The paper tackles the problem of robotic localization in previously mapped environments by proposing a system that extracts features directly from Signed Distance Function (SDF) maps, which allows utilization of both surface and free-space information. It demonstrates an average improvement of ~12% on an RGB-D dataset and ~18% on a LiDAR-based dataset over state-of-the-art handcrafted surface-only descriptors.

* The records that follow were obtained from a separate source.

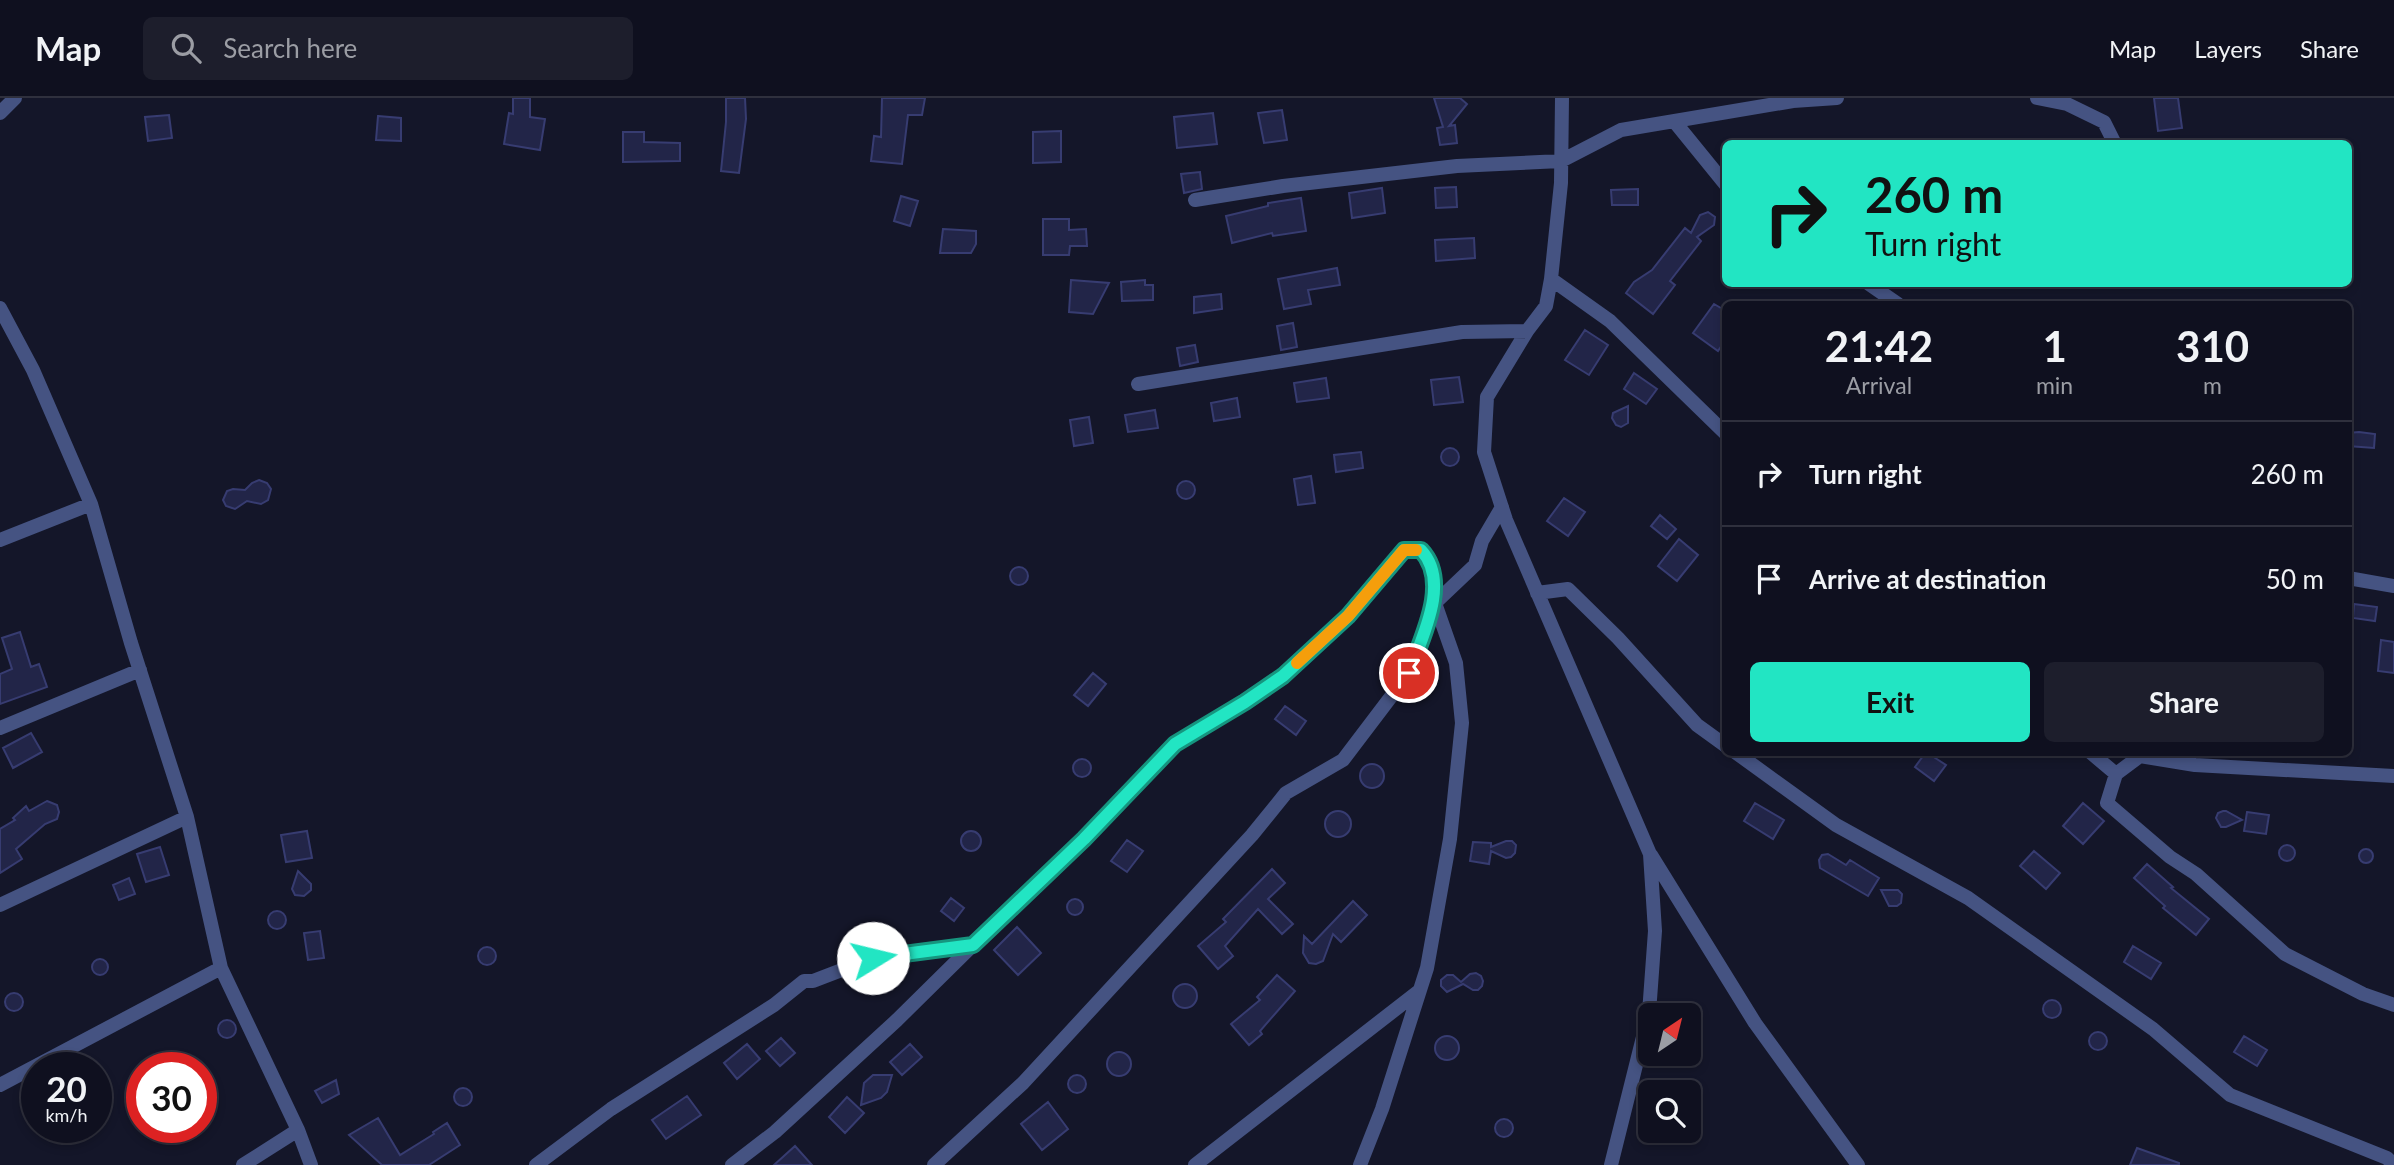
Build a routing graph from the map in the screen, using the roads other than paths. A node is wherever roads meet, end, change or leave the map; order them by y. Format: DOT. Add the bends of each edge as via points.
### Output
graph roads {
  1 [pos="15,98"];
  2 [pos="1562,98"];
  3 [pos="1837,98"];
  4 [pos="2037,98"];
  5 [pos="0,113"];
  6 [pos="1674,121"];
  7 [pos="2113,140"];
  8 [pos="1561,161"];
  9 [pos="1722,180"];
  10 [pos="1195,200"];
  11 [pos="1551,279"];
  12 [pos="1873,287"];
  13 [pos="1894,301"];
  14 [pos="0,308"];
  15 [pos="1527,331"];
  16 [pos="1138,384"];
  17 [pos="1722,430"];
  18 [pos="91,504"];
  19 [pos="1502,507"];
  20 [pos="0,540"];
  21 [pos="2352,579"];
  22 [pos="2394,586"];
  23 [pos="1537,593"];
  24 [pos="1435,603"];
  25 [pos="140,670"];
  26 [pos="0,728"];
  27 [pos="1722,743"];
  28 [pos="1741,756"];
  29 [pos="2095,756"];
  30 [pos="2116,775"];
  31 [pos="2394,776"];
  32 [pos="187,817"];
  33 [pos="1650,854"];
  34 [pos="0,905"];
  35 [pos="973,945"];
  36 [pos="221,968"];
  37 [pos="1419,991"];
  38 [pos="2394,1005"];
  39 [pos="0,1085"];
  40 [pos="298,1130"];
  41 [pos="2392,1161"];
  42 [pos="243,1165"];
  43 [pos="311,1165"];
  44 [pos="536,1165"];
  45 [pos="732,1165"];
  46 [pos="934,1165"];
  47 [pos="1195,1165"];
  48 [pos="1360,1165"];
  49 [pos="1611,1165"];
  50 [pos="1858,1165"];
  1 -- 5 [label="street"];
  2 -- 8 [label="street"];
  3 -- 6 [label="street"];
  4 -- 7 [label="street" via="2067,104 2104,122"];
  6 -- 8 [label="street" via="1621,130"];
  6 -- 9 [label="street"];
  8 -- 10 [label="street" via="1444,167"];
  8 -- 11 [label="street"];
  11 -- 15 [label="street" via="1546,306"];
  11 -- 17 [label="street" via="1610,321"];
  12 -- 13 [label="street"];
  14 -- 18 [label="street" via="33,370"];
  15 -- 16 [label="street" via="1462,332"];
  15 -- 19 [label="street" via="1487,397 1484,452"];
  18 -- 20 [label="street"];
  18 -- 25 [label="street"];
  19 -- 23 [label="street"];
  19 -- 24 [label="street" via="1482,541 1475,565"];
  21 -- 22 [label="street"];
  23 -- 27 [label="street" via="1568,589 1697,725"];
  23 -- 33 [label="street"];
  24 -- 35 [label="street" via="1430,560 1421,550 1404,550 1348,616 1283,676 1175,744"];
  24 -- 37 [label="street" via="1456,663 1462,723 1450,839"];
  24 -- 46 [label="street" via="1409,673 1343,760 1286,793 1032,1073"];
  25 -- 26 [label="street"];
  25 -- 32 [label="street"];
  28 -- 41 [label="street" via="1836,825 1968,898 2153,1029 2230,1095"];
  29 -- 30 [label="street"];
  30 -- 31 [label="street" via="2140,756 2195,765"];
  30 -- 38 [label="street" via="2108,803 2285,954"];
  32 -- 34 [label="street"];
  32 -- 36 [label="street"];
  33 -- 49 [label="street" via="1655,931 1649,1013"];
  33 -- 50 [label="street" via="1755,1023"];
  35 -- 44 [label="street" via="873,958 804,981 611,1109"];
  35 -- 45 [label="street" via="775,1132"];
  36 -- 39 [label="street"];
  36 -- 40 [label="street"];
  37 -- 47 [label="street"];
  37 -- 48 [label="street"];
  40 -- 42 [label="street"];
  40 -- 43 [label="street"];
}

Localization of a robotic system within a previously mapped environment is important for reducing estimation drift and for reusing previously built maps. Existing techniques for geometry-based localization have focused on the description of local surface geometry, usually using pointclouds as the underlying representation. We propose a system for geometry-based localization that extracts features directly from an implicit surface representation: the Signed Distance Function (SDF). The SDF varies continuously through space, which allows the proposed system to extract and utilize features describing both surfaces and free-space. Through evaluations on public datasets, we demonstrate the flexibility of this approach, and show an increase in localization performance over state-of-the-art handcrafted surfaces-only descriptors. We achieve an average improvement of ~12% on an RGB-D dataset and ~18% on a LiDAR-based dataset. Finally, we demonstrate our system for localizing a LiDAR-equipped MAV within a previously built map of a search and rescue training ground.